Cela m'a frappé, par exemple, chez le père de Clara qui sacrifie son travail, qui aurait pu être une planche de salut, à ses émotions lors de l'accident, alors que ce travail aurait pu participer à son rééquilibrage. Le travail n'est plus une valeur, mais un gagne-pain parmi d'autres facilement remplaçable par l'assistance et a perdu son sens tant personnel que collectif.
Il en va de même pour la vie sentimentale, aussi stable qu'une planche de surf. Oublis, caprices, passades, confusions forment les ingrédients des rapports amoureux, même si ce roman aimerait bien se présenter comme une histoire d'amour. Les deux histoires relatées sont aussi des histoires de mort, seul révélateur, semble-t-il, pour l'auteur d'un mode qui ne fait plus partie du jeu amoureux actuel. On peut penser et espérer qu'il déraille...

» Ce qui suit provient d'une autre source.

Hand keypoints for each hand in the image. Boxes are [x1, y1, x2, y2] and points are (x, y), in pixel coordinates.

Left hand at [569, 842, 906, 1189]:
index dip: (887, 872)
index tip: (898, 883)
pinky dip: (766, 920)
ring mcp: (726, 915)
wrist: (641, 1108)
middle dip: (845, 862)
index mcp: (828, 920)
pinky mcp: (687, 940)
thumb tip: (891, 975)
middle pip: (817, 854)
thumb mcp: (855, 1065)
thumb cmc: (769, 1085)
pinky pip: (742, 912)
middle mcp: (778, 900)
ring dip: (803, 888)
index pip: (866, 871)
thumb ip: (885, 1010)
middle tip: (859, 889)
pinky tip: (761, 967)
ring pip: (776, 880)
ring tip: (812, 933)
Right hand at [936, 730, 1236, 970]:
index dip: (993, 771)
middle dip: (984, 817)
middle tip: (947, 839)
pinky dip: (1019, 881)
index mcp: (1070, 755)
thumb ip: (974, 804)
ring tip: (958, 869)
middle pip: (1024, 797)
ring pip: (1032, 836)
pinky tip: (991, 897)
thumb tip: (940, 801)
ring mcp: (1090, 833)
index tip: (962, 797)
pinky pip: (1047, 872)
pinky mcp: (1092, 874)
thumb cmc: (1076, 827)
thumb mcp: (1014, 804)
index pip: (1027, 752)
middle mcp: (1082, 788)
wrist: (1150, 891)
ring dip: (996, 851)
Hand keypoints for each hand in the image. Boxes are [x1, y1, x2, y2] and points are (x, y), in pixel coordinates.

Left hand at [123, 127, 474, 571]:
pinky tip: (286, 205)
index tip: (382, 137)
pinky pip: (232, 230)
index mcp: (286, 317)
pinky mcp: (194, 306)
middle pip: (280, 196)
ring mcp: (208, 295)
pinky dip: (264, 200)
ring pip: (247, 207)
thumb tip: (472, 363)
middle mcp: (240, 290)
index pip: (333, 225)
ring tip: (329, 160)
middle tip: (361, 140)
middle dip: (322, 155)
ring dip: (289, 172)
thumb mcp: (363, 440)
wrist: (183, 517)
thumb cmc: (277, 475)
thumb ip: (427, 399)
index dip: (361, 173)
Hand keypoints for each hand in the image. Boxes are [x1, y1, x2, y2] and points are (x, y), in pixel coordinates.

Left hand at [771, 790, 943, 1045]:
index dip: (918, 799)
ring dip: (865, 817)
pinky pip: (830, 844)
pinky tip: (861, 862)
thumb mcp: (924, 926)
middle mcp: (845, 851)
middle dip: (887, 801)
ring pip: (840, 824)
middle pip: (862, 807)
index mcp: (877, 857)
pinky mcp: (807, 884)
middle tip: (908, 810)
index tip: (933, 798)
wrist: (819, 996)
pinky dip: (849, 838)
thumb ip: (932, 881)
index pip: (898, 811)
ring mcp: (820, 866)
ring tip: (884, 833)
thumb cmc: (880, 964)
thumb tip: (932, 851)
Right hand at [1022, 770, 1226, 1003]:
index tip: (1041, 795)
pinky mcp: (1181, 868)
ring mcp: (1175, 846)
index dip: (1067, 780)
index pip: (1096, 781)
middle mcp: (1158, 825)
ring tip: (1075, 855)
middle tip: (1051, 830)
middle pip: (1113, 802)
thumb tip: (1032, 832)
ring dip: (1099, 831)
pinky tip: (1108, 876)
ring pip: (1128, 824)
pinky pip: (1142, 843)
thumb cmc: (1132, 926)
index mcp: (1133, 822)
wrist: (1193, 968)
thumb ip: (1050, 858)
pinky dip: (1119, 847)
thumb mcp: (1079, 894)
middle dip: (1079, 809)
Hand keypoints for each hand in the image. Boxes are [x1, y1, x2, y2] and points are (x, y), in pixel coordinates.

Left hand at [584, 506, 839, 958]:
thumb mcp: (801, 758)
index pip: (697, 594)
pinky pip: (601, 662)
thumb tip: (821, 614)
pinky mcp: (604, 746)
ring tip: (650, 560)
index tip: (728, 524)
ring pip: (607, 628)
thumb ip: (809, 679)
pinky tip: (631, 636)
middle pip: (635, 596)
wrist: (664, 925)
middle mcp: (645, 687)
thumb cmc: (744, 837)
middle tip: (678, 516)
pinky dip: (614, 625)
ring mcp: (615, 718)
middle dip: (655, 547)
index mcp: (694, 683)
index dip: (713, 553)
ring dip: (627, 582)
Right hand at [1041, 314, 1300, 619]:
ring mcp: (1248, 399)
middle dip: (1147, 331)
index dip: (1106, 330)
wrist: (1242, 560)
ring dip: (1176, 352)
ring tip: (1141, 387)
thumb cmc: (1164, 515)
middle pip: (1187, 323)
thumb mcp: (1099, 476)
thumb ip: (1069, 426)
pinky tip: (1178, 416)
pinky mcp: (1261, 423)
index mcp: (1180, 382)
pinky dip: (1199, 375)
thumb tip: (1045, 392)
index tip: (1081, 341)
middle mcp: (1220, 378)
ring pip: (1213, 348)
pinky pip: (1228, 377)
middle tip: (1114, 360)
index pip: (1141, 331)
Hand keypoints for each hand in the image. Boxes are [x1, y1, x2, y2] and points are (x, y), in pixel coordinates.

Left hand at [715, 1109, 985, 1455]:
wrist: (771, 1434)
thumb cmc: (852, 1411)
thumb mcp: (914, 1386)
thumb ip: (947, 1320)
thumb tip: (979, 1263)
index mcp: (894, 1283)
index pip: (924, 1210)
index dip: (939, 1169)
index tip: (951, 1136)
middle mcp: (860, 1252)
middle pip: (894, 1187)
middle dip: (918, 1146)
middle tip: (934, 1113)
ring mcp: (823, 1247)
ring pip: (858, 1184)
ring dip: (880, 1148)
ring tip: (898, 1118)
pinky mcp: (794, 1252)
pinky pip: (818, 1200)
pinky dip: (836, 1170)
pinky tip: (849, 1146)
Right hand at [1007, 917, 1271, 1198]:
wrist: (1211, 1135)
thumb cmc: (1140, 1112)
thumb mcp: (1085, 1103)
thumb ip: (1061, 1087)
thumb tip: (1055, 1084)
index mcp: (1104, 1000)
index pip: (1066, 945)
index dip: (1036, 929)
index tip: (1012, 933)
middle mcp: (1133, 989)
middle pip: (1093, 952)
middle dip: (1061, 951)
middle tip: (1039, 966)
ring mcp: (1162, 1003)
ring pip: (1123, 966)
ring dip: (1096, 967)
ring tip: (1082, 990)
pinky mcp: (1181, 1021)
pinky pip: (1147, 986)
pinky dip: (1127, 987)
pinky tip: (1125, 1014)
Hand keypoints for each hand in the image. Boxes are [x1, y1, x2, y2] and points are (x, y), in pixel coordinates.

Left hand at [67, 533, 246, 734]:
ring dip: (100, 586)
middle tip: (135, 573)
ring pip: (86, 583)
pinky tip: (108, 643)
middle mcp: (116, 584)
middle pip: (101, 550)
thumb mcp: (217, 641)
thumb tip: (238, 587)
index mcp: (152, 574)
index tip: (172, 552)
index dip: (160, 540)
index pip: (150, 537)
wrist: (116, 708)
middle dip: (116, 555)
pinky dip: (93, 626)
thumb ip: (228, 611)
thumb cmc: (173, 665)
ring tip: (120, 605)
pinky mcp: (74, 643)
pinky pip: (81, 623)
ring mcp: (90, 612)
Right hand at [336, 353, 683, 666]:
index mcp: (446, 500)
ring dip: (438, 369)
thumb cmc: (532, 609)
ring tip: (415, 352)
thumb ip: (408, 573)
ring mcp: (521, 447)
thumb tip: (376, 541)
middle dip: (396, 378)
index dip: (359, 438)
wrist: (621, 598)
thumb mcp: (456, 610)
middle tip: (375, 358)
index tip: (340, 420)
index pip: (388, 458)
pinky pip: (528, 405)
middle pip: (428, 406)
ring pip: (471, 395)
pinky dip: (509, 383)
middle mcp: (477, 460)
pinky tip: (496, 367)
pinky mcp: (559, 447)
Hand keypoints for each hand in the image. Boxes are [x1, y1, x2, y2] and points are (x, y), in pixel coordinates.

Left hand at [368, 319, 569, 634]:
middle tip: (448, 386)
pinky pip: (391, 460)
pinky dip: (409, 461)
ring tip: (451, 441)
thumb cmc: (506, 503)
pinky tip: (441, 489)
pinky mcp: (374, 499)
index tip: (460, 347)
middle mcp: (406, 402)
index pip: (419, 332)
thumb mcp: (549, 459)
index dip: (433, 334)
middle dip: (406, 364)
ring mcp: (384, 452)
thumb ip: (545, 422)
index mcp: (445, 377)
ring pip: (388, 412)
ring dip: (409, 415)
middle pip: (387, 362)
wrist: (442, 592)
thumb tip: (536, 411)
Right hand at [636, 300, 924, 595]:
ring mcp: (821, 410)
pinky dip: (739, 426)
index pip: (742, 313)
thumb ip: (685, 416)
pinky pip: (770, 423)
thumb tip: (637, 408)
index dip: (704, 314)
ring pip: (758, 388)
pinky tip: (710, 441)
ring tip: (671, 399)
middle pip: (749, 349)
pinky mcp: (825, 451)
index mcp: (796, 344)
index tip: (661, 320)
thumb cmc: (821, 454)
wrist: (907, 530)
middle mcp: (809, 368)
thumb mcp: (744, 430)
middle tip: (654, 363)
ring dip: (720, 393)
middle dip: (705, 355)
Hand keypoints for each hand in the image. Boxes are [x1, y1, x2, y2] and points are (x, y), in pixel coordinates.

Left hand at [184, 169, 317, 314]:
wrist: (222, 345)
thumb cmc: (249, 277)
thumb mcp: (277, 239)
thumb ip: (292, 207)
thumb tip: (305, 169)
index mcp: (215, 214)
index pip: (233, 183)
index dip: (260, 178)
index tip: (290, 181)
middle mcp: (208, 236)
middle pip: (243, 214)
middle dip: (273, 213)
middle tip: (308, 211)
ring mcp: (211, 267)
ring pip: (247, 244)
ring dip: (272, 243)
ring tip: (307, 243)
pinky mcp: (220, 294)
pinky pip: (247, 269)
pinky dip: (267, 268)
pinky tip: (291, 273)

Quoi qu'il en soit, j'ai beaucoup de mal à m’intéresser à ce qui advient à des personnages qui créent leur propre vacuité et leur propre malheur par leur inconséquence.

 

Pour autant, ce petit livre se lit bien et, même si les aventures enlacées n'aident pas à la fluidité, elles n'explosent pas en feu d'artifice. Le récit sait même parfois être touchant et l'on sent un écrivain qui connaît son métier, même si je regrette un certain manque de consistance à cette aventure peu crédible et animée par des personnages essentiellement vides.